= 1768 Petition, Memorial, and Remonstrance =

Protest by the Virginia House of Burgesses

The Petition to His Majesty, The Memorial to the House of Lords and The Remonstrance to the House of Commons, commonly referred to collectively as the 1768 Petition, Memorial and Remonstrance (PMR), are a series of imprints that record a protest by the Virginia House of Burgesses in April 1768 that was sent to the British government by then-acting Lieutenant Governor John Blair.

The imprint had been owned by David Hartley (the Younger), a sometime Member of Parliament and a long-time friend of Benjamin Franklin. He probably received it from G.W. Fairfax, a George Washington friend who returned to England in 1773. Hartley was the sole official British signatory to the 1783 Treaty of Paris, formally ending the American Revolution. Hartley had long supported freedoms for all Englishmen, at home and in the colonies—later reflected in the Declaration of Independence.

This Virginia protest elicited no formal response from the British government. However, in mid-1768, Virginia Governor General Sir Jeffrey Amherst was unceremoniously replaced by Lord Norborne Berkeley, Baron de Botetourt, who promptly came to Virginia with a royal instruction "to reside constantly within the Colony" and to call for military aid if there was any "sudden commotion of the populace".

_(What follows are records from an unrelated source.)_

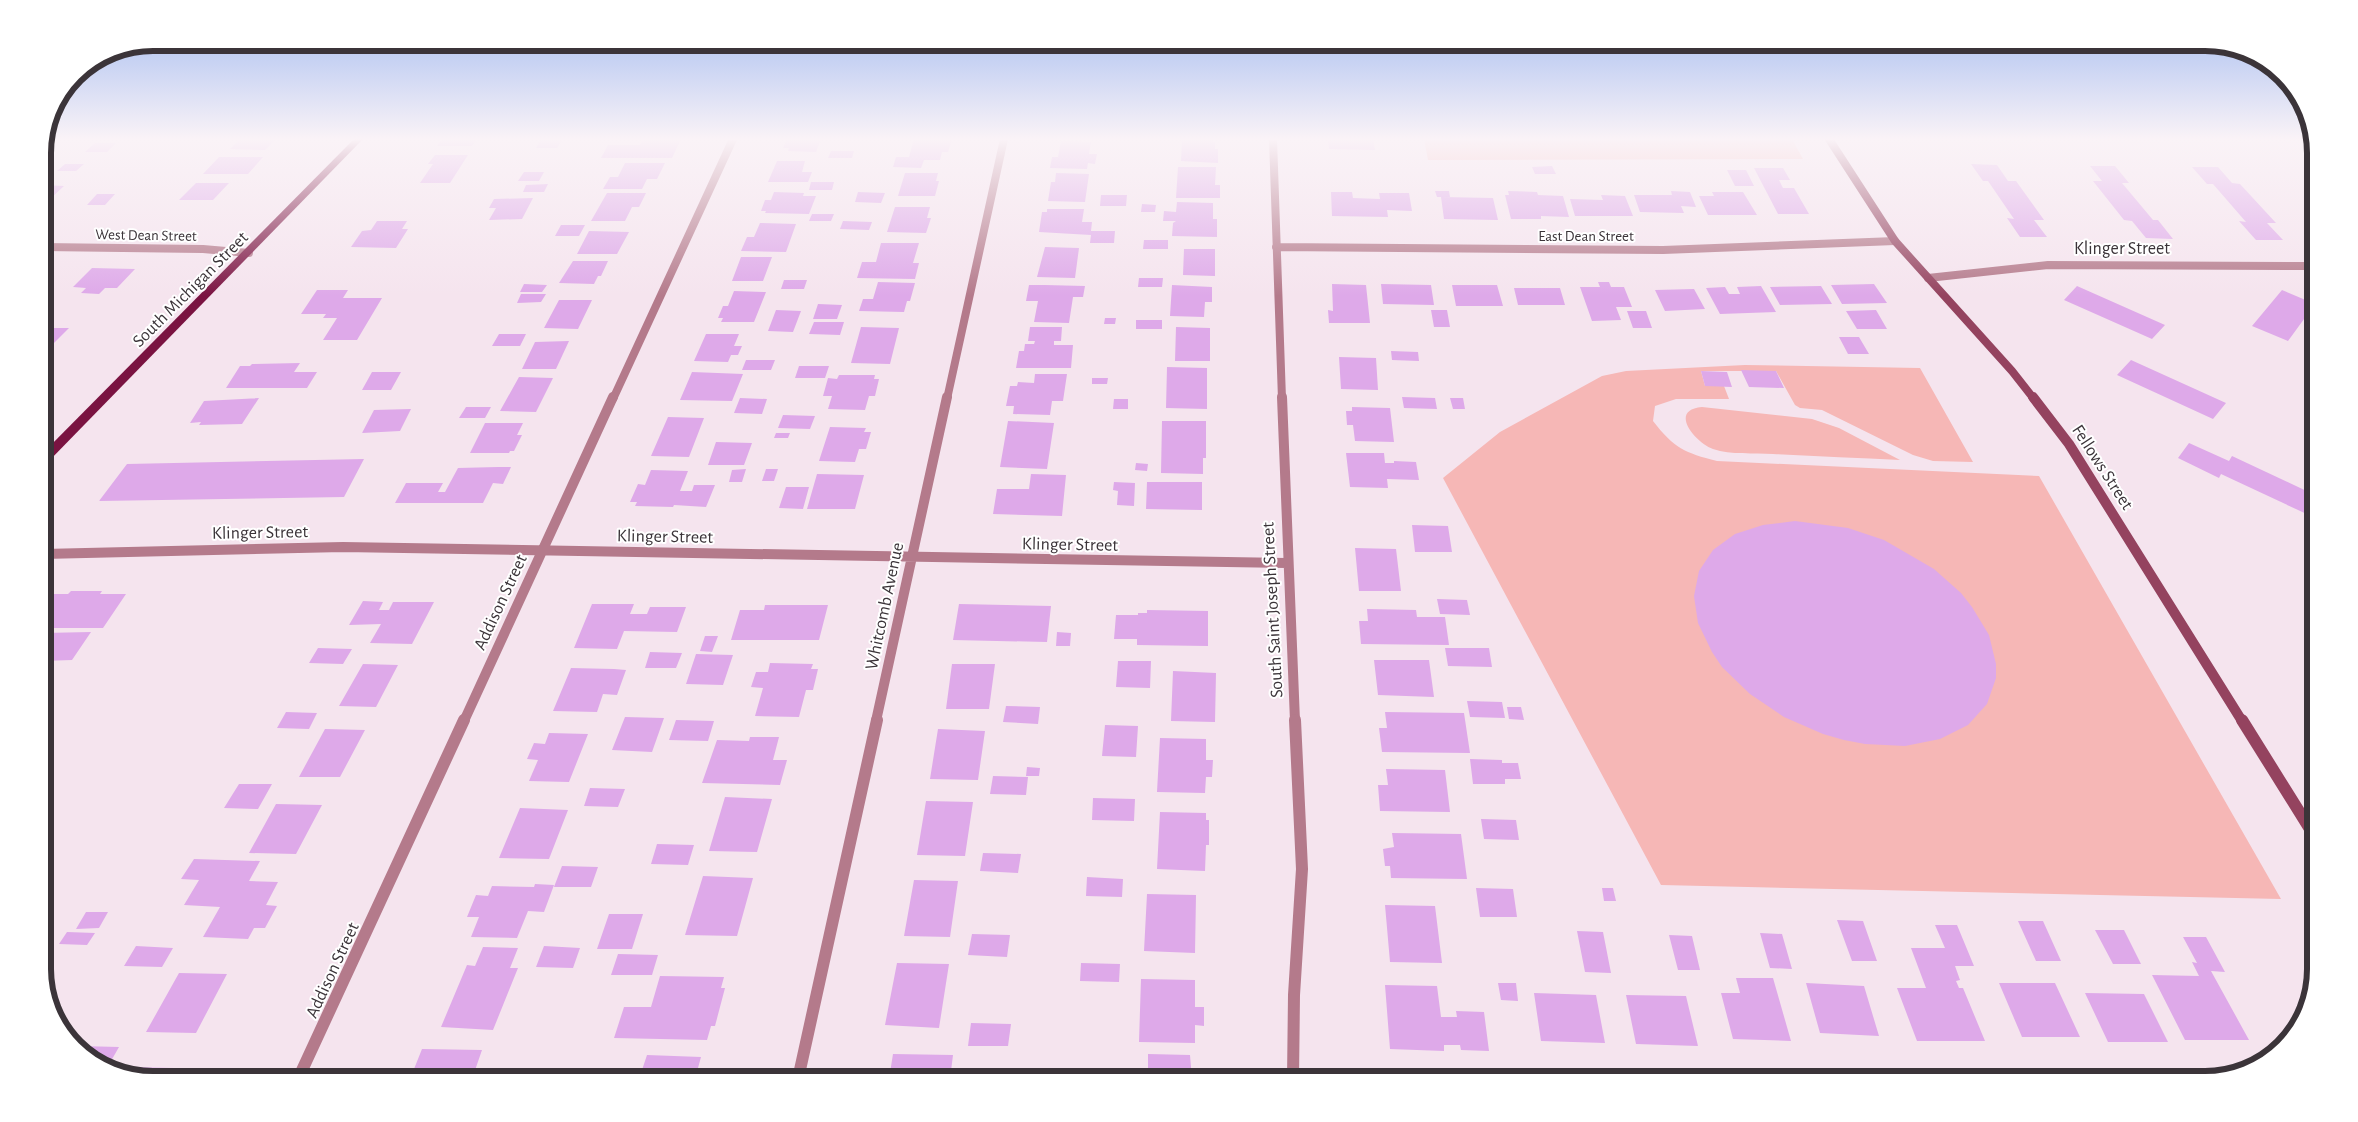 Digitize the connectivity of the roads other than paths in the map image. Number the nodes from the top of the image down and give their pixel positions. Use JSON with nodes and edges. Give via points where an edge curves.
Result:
{"nodes":[{"id":1,"x":308,"y":191,"type":"edge"},
{"id":2,"x":709,"y":191,"type":"edge"},
{"id":3,"x":992,"y":191,"type":"edge"},
{"id":4,"x":1274,"y":191,"type":"edge"},
{"id":5,"x":1862,"y":191,"type":"edge"},
{"id":6,"x":1895,"y":241,"type":"junction"},
{"id":7,"x":51,"y":247,"type":"edge"},
{"id":8,"x":1276,"y":247,"type":"junction"},
{"id":9,"x":249,"y":252,"type":"junction"},
{"id":10,"x":2307,"y":266,"type":"edge"},
{"id":11,"x":1928,"y":278,"type":"junction"},
{"id":12,"x":51,"y":452,"type":"edge"},
{"id":13,"x":542,"y":549,"type":"junction"},
{"id":14,"x":51,"y":554,"type":"edge"},
{"id":15,"x":911,"y":558,"type":"junction"},
{"id":16,"x":1287,"y":564,"type":"junction"},
{"id":17,"x":2307,"y":823,"type":"edge"},
{"id":18,"x":302,"y":1071,"type":"edge"},
{"id":19,"x":800,"y":1071,"type":"edge"},
{"id":20,"x":1294,"y":1071,"type":"edge"}],
"edges":[{"from":1,"to":9,"type":"main road","name":"South Michigan Street"},
{"from":2,"to":13,"type":"street","name":"Addison Street"},
{"from":3,"to":15,"type":"street","name":"Whitcomb Avenue"},
{"from":4,"to":8,"type":"street","name":"South Saint Joseph Street"},
{"from":5,"to":6,"type":"street","name":"Fellows Street"},
{"from":6,"to":8,"type":"street","name":"East Dean Street","via":[[1653,250]]},
{"from":6,"to":11,"type":"street","name":"Fellows Street"},
{"from":7,"to":9,"type":"street","name":"West Dean Street"},
{"from":8,"to":16,"type":"street","name":"South Saint Joseph Street"},
{"from":9,"to":12,"type":"main road","name":"South Michigan Street"},
{"from":10,"to":11,"type":"street","name":"Klinger Street","via":[[2048,265]]},
{"from":11,"to":17,"type":"street","name":"Fellows Street","via":[[2012,371],[2069,444]]},
{"from":13,"to":14,"type":"street","name":"Klinger Street","via":[[343,547]]},
{"from":13,"to":15,"type":"street","name":"Klinger Street"},
{"from":13,"to":18,"type":"street","name":"Addison Street"},
{"from":15,"to":16,"type":"street","name":"Klinger Street"},
{"from":15,"to":19,"type":"street","name":"Whitcomb Avenue"},
{"from":16,"to":20,"type":"street","name":"South Saint Joseph Street","via":[[1302,868],[1294,995]]}]}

Virginia had notified the other colonies of its PMR, seeking support for its positions. The letter with the Massachusetts Circular Letter stimulated further protests. By December 1769, all the American colonies had formally protested the taxation called for by the Townshend Acts.

== Background ==

In 1683, the Assembly of New York passed a Charter of Liberties and Privileges asserting that "supreme legislative power should forever be and reside in the Governor, council, and people, met in general assembly" and enumerated citizens's rights, including taxation voted only by the citizenry's representatives, trial by peers, exemption from martial law, exemption from the quartering of soldiers, and religious toleration.

In a 1748 visit to New York, Massachusetts, Governor William Shirley wrote of the New York Assembly, "They seem to have left scarcely any part of His Majesty's prerogative untouched, and they have gone great lengths toward getting the Government, military as well as civil, into their hands."

Boston's Samuel Adams suggested that colonial objections "should harmonize with each other". This 11 February 1768 Massachusetts Circular Letter invited every colony to cooperate in resistance. The British ordered the Massachusetts Assembly to rescind the letter. It refused, and its royal governor dissolved it. This led Virginia to generate the PMR on 14 April 1768, and to announce it to sister colonies. Then, the 6th May New Jersey Assembly Petition to the King asserted "the Privilege of being exempt from any Taxation except as imposed ... by themselves or Representatives". Soon, every colony protested.

In 1766, the colonies tried non-importation agreements. These induced the Stamp Act repeal. In 1768, port cities and nearly every region adopted their own agreements.

On 10 May 1773, the Tea Act granted a tea monopoly to the East India Company. Philadelphians protested en masse in October. On 16 December, after Governor Thomas Hutchinson blocked an attempt to return the Dartmouth, still loaded, to England, activists boarded three tea ships and dumped 342 containers of tea into the harbor. On 17 June, Massachusetts called for "a meeting of Committees from the several Colonies on this Continent". Virginia supported the idea. In 1774, this happened—the First Continental Congress. Delegates included George Washington (Va.), Patrick Henry (Va.), John Adams (Ma.), Samuel Adams (Ma.), Joseph Galloway (Pa.), and John Dickinson (Pa.). Peyton Randolph (Va.) was chosen as its president.